Филипп не заставил себя ждать. Вместе с ним вошли шестилетний наследник, королева с неизбежными родичами, герцог Ларрэн, откровенно страдавший от похмелья, Гастон Койла с канцлерским ключом и Антуан Бэррот, въехавший в ближайшие приближенные на подвигах сына. Филипп глядел угрюмо, хотя, возможно, все дело в освещении, да и повод, по которому собрались, к веселью не располагал. Евгений вспомнил открытое лицо Шарля Тагэре. В присутствии герцога самый мерзкий день начинал казаться солнечным, он бы и в Илларионов храм внес толику тепла.
Возглашальщики
[119]
уже раздули уголья в кадилах, пора было начинать.
Евгений столько раз произносил эти слова и совершал эти жесты, что ему совсем не нужно было за собой следить. Служба текла торжественно и плавно. Пел хор, звучал орган, зажигались и гасли свечи, служки, возглашальщики и клирики младших рангов не допустили ни единого промаха. Время от времени кардинал бросал взгляд на королевское семейство. Филипп и Элеонора слушали с должным вниманием и усердием, Жоффруа явно не терпелось выпить, Вилльо вели себя так, как ведут себя нобили в храме, когда им не удается отвертеться от присутствия на службе. Койла, похоже, вспоминал минувшие битвы, по крайней мере, его глаза смотрели не вперед, а вбок, на икону святого Шарля
[120]
. Бэррот, тот стоял с тем самым ханжески-благочестивым видом, за который Евгению не раз хотелось убить своего альтеруса на месте, а вот в глазах маленького Филиппа отчего-то застыл ужас, наверняка его испугали глаза Судии-Кастигатора.
Страшная икона, это так, трудно даже представить, что пережил древний художник, если смог изобразить такое. Самое малое, смерть семьи на собственных глазах от рук насильников и изуверов. Да и остальные найденные фрески немногим лучше. Вот сбежавший куда-то мастер, начавший расписывать пустые стены, был совсем другим. Добрая душа, хоть и печальная. Его святая Рената и святой Эрасти полны не только грусти, но и любви. Интересно, почему он ушел, не потому ли, что не мог вынести этой давящей тяжести?! Завершали же работу богомазы, пусть умелые и усердные, но не создавшие ничего особенного.
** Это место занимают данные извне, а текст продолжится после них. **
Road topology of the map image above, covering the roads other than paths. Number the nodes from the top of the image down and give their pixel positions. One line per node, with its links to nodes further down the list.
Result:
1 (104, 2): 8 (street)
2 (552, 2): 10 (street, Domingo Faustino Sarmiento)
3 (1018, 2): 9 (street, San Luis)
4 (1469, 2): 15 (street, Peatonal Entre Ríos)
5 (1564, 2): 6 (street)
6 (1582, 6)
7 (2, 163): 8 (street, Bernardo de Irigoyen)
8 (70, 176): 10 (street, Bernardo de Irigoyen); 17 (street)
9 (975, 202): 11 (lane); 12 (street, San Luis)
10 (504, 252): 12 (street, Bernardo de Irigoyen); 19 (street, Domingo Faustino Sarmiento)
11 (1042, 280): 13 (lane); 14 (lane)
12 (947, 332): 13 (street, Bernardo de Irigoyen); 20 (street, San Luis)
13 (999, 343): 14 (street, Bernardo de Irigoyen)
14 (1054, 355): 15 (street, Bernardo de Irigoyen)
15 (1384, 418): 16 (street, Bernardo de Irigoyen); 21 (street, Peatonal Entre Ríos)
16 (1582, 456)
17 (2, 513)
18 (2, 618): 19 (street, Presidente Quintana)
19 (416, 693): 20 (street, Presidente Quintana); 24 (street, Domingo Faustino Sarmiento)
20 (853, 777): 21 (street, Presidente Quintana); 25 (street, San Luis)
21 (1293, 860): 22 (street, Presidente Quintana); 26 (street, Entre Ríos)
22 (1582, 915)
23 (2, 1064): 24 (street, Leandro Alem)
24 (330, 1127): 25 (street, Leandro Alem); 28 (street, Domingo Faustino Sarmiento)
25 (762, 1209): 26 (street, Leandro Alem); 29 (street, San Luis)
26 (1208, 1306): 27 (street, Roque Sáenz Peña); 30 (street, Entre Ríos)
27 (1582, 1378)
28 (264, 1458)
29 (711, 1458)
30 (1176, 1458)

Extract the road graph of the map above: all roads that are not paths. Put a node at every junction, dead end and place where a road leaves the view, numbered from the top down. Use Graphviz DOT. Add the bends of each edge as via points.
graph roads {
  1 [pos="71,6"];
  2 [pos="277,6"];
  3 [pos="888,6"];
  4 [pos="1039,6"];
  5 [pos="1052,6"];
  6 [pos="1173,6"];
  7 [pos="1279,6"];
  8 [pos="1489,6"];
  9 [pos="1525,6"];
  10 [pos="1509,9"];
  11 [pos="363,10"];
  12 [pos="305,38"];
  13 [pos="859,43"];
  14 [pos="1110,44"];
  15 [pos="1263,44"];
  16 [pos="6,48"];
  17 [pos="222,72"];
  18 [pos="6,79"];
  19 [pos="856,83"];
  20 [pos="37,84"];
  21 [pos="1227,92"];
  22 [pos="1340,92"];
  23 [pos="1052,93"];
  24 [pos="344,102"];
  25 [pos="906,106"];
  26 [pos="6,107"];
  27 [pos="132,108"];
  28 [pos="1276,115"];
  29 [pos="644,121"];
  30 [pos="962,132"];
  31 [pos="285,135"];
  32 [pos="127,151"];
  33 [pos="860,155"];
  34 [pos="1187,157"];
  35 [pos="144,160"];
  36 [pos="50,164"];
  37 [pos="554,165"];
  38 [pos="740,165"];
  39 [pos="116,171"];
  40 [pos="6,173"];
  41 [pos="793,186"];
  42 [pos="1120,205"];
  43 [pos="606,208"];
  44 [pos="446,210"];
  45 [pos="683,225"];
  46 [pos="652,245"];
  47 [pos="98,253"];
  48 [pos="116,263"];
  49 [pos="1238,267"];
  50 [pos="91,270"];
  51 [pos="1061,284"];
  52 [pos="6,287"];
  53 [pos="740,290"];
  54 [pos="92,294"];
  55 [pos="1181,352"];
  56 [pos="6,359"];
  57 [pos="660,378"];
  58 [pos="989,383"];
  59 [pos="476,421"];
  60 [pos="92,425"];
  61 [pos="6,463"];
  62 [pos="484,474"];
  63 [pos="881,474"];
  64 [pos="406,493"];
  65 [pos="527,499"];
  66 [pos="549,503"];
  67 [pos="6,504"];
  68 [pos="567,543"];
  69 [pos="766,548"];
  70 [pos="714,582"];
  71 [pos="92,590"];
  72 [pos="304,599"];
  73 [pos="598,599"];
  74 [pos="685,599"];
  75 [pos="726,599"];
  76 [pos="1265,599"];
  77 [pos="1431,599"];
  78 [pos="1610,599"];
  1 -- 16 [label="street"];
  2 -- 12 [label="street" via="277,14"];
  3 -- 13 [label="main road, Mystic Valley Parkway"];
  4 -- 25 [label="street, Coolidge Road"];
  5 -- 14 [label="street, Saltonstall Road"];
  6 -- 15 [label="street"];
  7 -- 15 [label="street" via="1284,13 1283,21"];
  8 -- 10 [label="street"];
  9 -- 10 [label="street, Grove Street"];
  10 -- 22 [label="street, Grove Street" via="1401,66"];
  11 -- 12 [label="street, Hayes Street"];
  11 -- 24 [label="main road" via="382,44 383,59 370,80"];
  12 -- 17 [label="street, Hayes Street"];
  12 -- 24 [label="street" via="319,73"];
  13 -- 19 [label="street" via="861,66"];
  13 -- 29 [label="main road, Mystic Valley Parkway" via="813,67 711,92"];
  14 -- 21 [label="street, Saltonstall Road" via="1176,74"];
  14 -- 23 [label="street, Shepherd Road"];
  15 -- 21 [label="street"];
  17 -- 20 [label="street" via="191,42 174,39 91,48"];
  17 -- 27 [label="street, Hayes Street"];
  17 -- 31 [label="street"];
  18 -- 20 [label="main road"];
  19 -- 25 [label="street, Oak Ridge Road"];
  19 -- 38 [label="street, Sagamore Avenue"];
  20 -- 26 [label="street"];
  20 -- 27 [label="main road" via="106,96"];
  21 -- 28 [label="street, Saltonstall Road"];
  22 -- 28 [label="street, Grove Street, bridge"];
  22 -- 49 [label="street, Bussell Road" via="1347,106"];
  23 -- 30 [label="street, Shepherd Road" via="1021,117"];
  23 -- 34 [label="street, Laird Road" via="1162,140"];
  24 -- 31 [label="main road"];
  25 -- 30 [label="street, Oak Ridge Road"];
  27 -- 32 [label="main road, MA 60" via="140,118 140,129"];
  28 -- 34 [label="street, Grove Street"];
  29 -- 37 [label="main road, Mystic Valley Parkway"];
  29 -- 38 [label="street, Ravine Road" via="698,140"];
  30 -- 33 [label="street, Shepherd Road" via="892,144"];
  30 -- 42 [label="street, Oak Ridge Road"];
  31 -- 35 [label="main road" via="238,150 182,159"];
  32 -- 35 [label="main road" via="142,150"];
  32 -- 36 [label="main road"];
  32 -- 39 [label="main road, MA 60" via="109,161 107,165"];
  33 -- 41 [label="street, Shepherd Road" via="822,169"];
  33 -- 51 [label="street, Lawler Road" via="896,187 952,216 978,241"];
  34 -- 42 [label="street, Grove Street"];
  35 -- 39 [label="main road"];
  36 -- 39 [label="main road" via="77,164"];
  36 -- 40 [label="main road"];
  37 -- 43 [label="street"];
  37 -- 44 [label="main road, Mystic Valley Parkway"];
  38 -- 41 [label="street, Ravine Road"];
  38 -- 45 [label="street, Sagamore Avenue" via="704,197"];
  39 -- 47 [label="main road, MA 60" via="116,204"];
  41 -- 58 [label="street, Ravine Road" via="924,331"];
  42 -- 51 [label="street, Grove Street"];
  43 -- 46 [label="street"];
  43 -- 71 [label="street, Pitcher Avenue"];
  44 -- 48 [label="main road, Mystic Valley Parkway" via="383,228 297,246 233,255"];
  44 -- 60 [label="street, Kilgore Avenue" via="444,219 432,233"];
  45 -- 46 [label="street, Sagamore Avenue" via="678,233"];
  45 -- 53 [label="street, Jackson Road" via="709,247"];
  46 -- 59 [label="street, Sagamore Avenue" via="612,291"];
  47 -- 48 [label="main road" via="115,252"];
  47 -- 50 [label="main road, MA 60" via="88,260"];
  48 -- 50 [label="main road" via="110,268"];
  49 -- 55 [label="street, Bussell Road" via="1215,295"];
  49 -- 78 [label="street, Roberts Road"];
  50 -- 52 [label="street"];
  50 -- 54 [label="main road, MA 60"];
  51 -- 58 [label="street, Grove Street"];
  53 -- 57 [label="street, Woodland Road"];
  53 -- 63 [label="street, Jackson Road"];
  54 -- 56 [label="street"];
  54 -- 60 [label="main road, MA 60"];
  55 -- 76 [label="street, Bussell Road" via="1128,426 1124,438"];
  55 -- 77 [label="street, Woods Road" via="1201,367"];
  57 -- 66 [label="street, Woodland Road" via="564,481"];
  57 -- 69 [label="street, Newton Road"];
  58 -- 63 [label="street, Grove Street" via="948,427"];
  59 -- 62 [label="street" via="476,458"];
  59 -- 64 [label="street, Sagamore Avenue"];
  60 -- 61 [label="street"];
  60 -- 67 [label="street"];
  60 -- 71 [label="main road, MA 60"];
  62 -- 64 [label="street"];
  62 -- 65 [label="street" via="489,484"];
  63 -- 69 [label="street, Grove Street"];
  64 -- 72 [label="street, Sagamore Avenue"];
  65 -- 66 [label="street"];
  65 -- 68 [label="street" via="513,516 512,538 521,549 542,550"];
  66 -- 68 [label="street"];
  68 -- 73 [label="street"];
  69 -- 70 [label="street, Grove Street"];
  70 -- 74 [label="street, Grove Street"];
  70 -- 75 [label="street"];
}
Повторяя знакомые слова, Евгений пробежал глазами законченные буквально накануне фрески. Красиво, но не более того. Слава святому Эрасти! Все! Он свое дело сделал. Теперь остается лишь стоять и слушать, как Илларион повторит заключительную молитву, затем ее же прочитают младшие клирики, вступит хор, и все. Можно будет выйти на улицу, под мрачное зимнее небо. Евгений повернулся лицом к алтарю и приготовился пол-оры проспать с открытыми глазами. Илларион начал молитву, и кардинал, как и было положено, возвел очи горе, столкнувшись со взглядом нарисованного Кастигатора. Что-то словно укололо в сердце, тяжесть стала нестерпимой. Евгений, не в силах пошевельнуться, не то что крикнуть, наблюдал, как дивные фрески осыпаются, уступая место неопрятным стенам, о которых говорил Сандер Эстре. Илларион продолжал вдохновенно молиться грязным кирпичам, не замечая того, что по стене побежали змеистые трещины, становясь все шире и шире, послышался зловещий треск, храм был готов рухнуть, похоронив под своими сводами собравшихся. Илларион молился, хор пел, Евгений тщетно пытался их остановить, но его не слышали. Тяжесть становилась все нестерпимей, но каким-то немыслимым образом он, старый, больной и маленький, поддерживал своды огромного здания.
Все бы успели выйти, если б поняли, что нужно бежать. Огромный кусок кирпичной кладки под самым потолком рухнул, кого-то придавив. Раздался вопль боли и отчаянья, но это не остановило ни хор, ни епископа, вместо молитвы святому Эрасти начавшего молитву в честь Триединого. Раненые и умирающие кричали и хрипели, жутким образом дополняя мелодию, Евгений поднял глаза к дыре, надеясь на прощание увидеть хотя бы небо. Неба не было, была какая-то опаловая муть, прорезаемая безумными разноцветными молниями, а затем в проеме появилась закутанная в белое светящаяся фигура. Скрестив руки, некто наблюдал за агонией. Сорвалась вниз огромная люстра, наверняка убив на месте королевскую семью и Иллариона. Да, его голос смолк, но хор продолжал петь. Евгений не удержался на ногах и рухнул на колени, не в силах оторвать взгляд от фигуры в провале, озаряемой радужными вспышками.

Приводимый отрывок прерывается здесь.